• **EXERCISE OBJECTIVE**: Return only those lines of the material that contain "Papin".

• **SUPPLIED ENTRIES**:
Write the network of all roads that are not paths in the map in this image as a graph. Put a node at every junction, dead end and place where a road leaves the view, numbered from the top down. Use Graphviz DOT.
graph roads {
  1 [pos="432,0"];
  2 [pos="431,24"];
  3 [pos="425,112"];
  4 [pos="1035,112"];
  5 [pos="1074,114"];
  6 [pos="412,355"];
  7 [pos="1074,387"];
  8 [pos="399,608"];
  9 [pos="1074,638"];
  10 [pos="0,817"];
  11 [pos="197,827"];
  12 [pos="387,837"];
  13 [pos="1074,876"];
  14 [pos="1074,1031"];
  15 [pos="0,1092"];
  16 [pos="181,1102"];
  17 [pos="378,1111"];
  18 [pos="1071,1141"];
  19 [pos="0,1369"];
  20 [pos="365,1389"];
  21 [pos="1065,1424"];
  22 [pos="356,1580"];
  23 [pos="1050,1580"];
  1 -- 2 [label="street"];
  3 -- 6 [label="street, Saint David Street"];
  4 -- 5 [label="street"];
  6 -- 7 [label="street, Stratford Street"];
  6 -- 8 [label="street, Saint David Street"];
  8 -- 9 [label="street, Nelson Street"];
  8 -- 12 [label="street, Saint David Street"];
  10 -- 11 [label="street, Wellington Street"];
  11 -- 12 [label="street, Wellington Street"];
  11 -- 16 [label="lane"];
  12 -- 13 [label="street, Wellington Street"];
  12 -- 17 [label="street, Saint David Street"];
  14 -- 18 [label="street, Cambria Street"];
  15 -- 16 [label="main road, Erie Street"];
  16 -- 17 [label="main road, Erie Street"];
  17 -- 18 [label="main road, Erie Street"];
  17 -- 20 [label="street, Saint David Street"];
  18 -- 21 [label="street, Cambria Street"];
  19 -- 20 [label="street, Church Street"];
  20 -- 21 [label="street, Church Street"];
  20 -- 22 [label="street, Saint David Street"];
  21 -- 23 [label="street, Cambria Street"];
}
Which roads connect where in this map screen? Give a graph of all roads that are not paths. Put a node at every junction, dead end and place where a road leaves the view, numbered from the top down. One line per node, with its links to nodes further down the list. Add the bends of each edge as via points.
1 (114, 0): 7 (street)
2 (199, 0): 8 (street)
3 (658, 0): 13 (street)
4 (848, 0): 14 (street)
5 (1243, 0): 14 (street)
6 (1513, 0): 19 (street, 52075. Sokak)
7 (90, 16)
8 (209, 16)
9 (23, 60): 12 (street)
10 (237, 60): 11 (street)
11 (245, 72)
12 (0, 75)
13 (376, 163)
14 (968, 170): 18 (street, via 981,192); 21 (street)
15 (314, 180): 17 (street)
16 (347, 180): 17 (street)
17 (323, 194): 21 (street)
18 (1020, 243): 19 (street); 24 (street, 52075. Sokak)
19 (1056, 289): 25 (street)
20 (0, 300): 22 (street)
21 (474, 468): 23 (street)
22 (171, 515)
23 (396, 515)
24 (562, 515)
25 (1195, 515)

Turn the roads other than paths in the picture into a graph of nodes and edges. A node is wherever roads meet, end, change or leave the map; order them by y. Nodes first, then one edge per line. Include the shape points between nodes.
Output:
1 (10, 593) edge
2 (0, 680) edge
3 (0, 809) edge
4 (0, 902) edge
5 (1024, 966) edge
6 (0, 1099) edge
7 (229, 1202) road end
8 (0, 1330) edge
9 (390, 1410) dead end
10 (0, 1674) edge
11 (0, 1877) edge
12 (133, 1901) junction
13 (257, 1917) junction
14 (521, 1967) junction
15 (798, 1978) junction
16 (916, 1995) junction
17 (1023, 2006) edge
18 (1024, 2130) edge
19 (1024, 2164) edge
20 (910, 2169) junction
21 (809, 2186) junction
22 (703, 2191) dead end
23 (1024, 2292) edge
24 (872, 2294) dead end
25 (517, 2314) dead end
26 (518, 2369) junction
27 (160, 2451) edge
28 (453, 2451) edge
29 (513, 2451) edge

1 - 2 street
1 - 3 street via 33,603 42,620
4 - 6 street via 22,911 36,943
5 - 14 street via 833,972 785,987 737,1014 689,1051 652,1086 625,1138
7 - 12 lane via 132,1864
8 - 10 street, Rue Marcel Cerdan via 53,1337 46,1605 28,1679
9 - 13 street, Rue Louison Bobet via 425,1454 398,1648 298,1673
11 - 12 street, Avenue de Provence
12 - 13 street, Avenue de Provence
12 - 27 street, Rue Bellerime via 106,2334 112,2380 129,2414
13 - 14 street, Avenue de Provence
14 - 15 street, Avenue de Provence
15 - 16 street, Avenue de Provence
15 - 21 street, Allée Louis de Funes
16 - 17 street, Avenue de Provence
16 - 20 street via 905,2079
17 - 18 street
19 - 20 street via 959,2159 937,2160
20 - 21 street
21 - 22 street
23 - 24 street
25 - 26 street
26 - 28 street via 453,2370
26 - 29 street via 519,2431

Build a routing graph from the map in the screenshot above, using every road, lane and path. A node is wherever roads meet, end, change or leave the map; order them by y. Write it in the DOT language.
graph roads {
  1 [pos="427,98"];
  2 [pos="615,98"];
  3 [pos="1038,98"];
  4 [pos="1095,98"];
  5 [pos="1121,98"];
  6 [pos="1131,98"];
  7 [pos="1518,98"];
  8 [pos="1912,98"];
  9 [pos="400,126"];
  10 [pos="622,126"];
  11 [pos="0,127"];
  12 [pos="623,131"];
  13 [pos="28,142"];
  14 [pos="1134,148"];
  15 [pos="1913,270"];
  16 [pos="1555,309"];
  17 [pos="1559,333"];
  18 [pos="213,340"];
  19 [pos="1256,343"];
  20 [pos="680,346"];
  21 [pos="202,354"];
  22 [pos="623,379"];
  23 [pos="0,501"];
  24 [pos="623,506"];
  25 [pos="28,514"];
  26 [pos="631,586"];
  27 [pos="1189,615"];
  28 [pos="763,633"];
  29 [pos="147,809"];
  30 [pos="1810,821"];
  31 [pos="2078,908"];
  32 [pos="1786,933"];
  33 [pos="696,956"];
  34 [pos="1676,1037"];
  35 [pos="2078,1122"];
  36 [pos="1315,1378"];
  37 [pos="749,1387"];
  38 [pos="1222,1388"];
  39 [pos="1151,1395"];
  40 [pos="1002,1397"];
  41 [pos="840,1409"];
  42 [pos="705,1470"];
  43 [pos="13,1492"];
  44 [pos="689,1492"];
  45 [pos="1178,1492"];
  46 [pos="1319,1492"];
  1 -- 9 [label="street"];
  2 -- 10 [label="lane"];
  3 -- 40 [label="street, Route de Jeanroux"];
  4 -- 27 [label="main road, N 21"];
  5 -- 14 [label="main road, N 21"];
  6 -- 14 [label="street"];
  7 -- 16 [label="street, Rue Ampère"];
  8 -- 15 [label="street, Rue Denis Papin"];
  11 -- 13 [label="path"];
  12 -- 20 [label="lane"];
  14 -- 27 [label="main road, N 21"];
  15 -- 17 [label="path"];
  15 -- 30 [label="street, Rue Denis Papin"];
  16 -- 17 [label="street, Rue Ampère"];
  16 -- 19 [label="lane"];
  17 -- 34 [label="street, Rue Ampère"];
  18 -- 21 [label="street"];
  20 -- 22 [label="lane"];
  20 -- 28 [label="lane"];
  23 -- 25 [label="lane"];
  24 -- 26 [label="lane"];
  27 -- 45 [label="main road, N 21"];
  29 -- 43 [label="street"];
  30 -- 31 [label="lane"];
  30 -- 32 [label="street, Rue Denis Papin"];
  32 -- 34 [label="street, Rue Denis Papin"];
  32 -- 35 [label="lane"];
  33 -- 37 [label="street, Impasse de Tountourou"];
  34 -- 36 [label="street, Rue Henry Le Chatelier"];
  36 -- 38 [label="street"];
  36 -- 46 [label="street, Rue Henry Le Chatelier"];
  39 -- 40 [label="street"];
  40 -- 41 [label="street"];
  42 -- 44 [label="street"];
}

• **EXERCISE RESULT**:
  8 -- 15 [label="street, Rue Denis Papin"];
  15 -- 30 [label="street, Rue Denis Papin"];
  30 -- 32 [label="street, Rue Denis Papin"];
  32 -- 34 [label="street, Rue Denis Papin"];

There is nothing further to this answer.